To summarize, the Bible is authoritative in itself and therefore cannot possibly be authoritative derivatively. Constructive apologetics, if it assumes that the Bible is not authoritative in itself and tries to "prove" its authority by some other standard, must necessarily deny that we can accept the Bible on its own authority.



Brian Bosse said:


> Even if people are required to accept Scripture "non-inferentially" (which I do not agree with and which is _not_ what Plantinga and Reformed Epistemology teaches), to provide inferential arguments is not wrong in and of itself.



First, I am saying not that providing inferential arguments is intrinsically wrong, but that acting as if the Bible is not intrinsically authoritative is.

Second, Plantinga argues that belief in God can be rational apart from evidences for it. Is there a difference between accepting the existence of God apart from evidences and accepting His existence without inference?

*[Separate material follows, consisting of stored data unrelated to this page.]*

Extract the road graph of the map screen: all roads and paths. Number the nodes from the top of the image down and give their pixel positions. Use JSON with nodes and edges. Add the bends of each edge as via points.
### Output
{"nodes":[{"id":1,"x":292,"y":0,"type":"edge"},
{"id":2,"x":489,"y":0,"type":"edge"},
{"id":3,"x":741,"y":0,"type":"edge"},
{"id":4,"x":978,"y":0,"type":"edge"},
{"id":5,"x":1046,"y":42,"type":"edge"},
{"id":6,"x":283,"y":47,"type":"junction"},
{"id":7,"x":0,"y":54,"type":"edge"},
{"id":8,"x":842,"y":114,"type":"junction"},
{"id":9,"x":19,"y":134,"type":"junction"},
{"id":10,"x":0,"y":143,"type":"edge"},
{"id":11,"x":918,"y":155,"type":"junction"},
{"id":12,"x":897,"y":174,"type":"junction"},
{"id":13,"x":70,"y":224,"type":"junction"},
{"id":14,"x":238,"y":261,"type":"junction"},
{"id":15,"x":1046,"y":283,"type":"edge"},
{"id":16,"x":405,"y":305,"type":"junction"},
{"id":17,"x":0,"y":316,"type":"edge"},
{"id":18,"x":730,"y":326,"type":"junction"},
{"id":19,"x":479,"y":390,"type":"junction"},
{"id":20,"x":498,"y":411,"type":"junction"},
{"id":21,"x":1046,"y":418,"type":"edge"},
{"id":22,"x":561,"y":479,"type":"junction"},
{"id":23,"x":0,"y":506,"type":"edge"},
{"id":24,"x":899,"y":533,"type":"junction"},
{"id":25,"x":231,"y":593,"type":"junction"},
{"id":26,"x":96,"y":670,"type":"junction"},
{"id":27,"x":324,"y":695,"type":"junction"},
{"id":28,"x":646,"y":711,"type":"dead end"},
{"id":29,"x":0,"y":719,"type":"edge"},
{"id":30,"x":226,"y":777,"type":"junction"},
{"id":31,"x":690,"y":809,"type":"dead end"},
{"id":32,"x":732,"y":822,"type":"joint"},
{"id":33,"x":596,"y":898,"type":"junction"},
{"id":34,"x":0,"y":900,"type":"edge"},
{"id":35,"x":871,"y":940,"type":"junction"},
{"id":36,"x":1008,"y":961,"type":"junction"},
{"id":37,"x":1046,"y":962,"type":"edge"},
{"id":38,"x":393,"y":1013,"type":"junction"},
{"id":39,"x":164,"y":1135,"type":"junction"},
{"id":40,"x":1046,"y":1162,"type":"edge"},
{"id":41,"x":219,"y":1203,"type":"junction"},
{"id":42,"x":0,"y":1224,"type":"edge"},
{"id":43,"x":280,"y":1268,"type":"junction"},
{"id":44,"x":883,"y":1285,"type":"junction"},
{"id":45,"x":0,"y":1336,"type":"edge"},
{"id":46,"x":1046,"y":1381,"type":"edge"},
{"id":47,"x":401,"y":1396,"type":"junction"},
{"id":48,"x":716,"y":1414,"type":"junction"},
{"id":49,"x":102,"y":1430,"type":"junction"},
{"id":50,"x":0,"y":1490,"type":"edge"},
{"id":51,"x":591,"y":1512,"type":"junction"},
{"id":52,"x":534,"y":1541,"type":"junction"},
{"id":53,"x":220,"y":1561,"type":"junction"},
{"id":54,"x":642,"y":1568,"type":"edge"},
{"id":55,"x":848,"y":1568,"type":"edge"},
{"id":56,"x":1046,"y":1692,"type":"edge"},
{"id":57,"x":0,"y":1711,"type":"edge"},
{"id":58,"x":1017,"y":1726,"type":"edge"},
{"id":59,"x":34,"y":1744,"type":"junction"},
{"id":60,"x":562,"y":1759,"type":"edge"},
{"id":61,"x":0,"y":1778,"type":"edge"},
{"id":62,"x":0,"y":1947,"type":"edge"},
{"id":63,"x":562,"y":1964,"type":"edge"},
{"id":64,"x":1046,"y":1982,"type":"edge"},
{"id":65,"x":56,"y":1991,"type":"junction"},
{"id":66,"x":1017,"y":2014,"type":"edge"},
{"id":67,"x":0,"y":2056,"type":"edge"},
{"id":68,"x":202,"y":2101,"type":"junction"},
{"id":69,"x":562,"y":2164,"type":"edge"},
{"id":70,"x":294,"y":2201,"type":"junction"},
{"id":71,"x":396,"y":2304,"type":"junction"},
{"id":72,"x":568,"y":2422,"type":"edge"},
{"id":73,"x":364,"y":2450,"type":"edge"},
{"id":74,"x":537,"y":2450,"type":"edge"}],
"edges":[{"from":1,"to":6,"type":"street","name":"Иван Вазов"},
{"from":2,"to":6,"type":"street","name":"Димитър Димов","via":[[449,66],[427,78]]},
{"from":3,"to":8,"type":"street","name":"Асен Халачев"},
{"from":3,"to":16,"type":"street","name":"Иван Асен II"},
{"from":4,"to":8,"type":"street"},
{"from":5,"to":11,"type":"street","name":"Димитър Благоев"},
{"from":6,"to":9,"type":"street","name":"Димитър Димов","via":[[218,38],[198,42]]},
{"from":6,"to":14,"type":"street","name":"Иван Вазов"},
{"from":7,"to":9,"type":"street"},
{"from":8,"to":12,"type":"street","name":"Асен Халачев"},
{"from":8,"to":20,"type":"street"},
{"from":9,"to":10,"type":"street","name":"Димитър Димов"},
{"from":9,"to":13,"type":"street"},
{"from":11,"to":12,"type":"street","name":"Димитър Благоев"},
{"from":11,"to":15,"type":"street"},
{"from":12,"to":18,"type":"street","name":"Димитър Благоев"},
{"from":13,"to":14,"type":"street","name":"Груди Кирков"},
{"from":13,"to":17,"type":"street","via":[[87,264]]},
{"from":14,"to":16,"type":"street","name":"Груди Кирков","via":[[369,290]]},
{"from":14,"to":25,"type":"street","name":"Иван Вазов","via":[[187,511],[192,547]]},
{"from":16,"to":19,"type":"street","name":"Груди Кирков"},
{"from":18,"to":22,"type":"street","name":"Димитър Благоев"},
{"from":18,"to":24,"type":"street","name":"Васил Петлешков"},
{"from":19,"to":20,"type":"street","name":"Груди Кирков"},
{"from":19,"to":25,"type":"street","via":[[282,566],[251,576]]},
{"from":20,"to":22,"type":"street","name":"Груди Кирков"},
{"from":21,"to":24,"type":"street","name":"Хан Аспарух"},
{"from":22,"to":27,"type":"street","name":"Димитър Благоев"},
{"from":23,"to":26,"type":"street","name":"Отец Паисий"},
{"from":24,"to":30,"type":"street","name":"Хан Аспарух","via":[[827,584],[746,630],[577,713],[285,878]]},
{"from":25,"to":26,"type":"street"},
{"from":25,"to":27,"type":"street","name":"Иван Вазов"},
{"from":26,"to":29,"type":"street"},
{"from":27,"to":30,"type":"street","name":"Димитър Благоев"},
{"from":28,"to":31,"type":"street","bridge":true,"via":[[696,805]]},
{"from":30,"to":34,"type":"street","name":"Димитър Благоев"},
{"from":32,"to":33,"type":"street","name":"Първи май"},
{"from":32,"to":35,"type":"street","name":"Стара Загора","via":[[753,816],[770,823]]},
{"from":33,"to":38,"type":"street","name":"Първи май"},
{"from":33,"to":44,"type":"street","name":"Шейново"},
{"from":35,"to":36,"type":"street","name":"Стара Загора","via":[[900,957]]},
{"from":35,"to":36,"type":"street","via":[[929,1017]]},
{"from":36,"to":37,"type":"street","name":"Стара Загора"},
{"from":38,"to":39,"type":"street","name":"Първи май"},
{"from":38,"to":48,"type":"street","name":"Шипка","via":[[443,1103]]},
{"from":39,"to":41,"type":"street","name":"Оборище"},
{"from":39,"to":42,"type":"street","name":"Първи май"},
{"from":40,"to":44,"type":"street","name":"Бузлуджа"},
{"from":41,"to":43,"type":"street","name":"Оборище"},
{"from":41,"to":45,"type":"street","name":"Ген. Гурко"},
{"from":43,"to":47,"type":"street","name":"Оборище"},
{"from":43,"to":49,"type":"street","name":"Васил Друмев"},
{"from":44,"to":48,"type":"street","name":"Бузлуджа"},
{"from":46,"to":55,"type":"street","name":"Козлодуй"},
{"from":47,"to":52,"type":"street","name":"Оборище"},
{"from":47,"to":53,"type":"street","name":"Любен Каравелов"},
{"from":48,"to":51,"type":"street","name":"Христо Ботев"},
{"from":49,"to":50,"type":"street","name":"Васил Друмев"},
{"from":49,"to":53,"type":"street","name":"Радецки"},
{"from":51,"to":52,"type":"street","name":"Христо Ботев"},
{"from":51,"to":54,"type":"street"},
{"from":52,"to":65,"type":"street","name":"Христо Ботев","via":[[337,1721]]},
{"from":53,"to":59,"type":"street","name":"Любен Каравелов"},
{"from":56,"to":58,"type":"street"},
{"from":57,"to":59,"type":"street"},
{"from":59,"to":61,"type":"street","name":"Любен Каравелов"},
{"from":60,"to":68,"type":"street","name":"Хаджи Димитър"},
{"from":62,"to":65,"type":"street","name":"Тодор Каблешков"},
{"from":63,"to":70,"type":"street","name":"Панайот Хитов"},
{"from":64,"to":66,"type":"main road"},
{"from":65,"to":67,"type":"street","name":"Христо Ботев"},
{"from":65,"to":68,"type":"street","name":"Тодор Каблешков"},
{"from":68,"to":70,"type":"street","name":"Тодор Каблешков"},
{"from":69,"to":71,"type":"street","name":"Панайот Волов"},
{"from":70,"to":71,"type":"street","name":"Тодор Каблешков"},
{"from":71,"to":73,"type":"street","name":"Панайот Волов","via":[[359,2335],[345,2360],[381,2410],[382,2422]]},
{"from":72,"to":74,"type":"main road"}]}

I realize that Plantinga does not teach that Scriptural authority can be accepted non-inferentially, but I believe his arguments can be used to support such a proposition.



Brian Bosse said:


> Using your terms, it seems to me that _Constructive_, _Destructive_ and _Defensive_ apologetics can all be _Fortifying_. Perhaps, fortification it is not really a different apologetic, but rather is simply an outcome of apologetics like conversion and condemnation (hardening of a heart) are possible outcomes?



Yes, that is correct. It seems that I should remove this from being a distinct apologetic category, although I don't believe (and you didn't imply) that it is a useless concept.



Brian Bosse said:


> With that said, you acknowledge that there are similarities between _Constructive_ and _Destructive_ methods. But you say one is ok because it is defensive, and the other is bad because it is constructive. However, this so-called distinction is to miss precisely the point as to where they are similar - which is that they are logically equivalent.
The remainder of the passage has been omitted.